The possibility that Tspiras could emerge as prime minister prompted waves of fear that Greece could crash out of the euro and Europe's ambitious experiment with a common currency could collapse. Some analysts have estimated that the collapse of the euro would cost $1 trillion, while others say talk of the break-up of the currency is alarmist and unlikely to happen.
Since May's vote, Greece has been roiled by uncertainty and division, and the country must identify additional budget cuts by the end of June to be considered "compliant" with the terms of its bailout program.
German Chancellor Angela Merkel, Europe's most powerful advocate of balancing budgets to build a strong basis for economic growth, urged Greeks not to walk away from international loan deals.

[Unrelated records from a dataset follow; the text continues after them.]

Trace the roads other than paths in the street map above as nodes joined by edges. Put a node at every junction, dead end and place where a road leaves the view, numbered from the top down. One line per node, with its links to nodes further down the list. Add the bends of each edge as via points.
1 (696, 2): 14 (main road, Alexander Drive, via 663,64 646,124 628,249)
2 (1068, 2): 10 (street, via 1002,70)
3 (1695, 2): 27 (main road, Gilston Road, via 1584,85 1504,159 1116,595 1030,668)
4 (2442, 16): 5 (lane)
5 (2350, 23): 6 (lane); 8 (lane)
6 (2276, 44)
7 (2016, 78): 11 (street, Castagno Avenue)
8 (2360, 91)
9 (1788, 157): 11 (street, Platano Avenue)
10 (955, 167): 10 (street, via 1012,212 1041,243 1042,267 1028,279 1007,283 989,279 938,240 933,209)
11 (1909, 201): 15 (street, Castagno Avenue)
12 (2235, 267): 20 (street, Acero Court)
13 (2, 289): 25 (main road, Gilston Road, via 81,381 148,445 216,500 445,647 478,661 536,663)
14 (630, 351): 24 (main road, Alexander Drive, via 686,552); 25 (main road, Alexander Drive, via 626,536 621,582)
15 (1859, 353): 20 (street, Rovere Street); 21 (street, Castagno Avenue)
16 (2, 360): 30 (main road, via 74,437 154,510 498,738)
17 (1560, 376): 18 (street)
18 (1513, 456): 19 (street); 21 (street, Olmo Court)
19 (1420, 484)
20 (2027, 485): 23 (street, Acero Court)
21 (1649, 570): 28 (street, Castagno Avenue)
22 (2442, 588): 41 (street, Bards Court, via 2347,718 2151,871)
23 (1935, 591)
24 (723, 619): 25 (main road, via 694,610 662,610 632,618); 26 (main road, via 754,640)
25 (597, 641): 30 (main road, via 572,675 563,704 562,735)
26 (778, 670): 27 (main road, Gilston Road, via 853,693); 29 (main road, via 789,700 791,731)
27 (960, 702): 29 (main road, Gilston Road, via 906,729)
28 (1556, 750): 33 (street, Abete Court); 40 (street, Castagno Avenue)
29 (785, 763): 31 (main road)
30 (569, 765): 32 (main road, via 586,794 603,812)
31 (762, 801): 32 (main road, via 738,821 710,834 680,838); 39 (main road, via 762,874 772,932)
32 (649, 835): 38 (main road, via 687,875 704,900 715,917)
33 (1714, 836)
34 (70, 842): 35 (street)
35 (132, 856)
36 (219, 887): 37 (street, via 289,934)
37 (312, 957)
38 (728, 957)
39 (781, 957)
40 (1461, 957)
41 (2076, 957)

"We will stick to the agreements. That is the basis on which Europe will prosper," she said Saturday.
But Fotis Kouvelis, leader of the small Democratic Left party and a potential kingmaker in a closely divided parliament, said the country needed to escape "a situation that cuts us into small pieces and hurts society."
The situation in Greece is likely to be on the minds of world leaders as they meet in Mexico on Monday for the Group of 20 summit. Some experts argue that a potential Greek exit would be manageable, assuming the European Central Bank and European Union policymakers respond aggressively, while others worry that the pullout would cause chaos in financial markets and shock the global economy.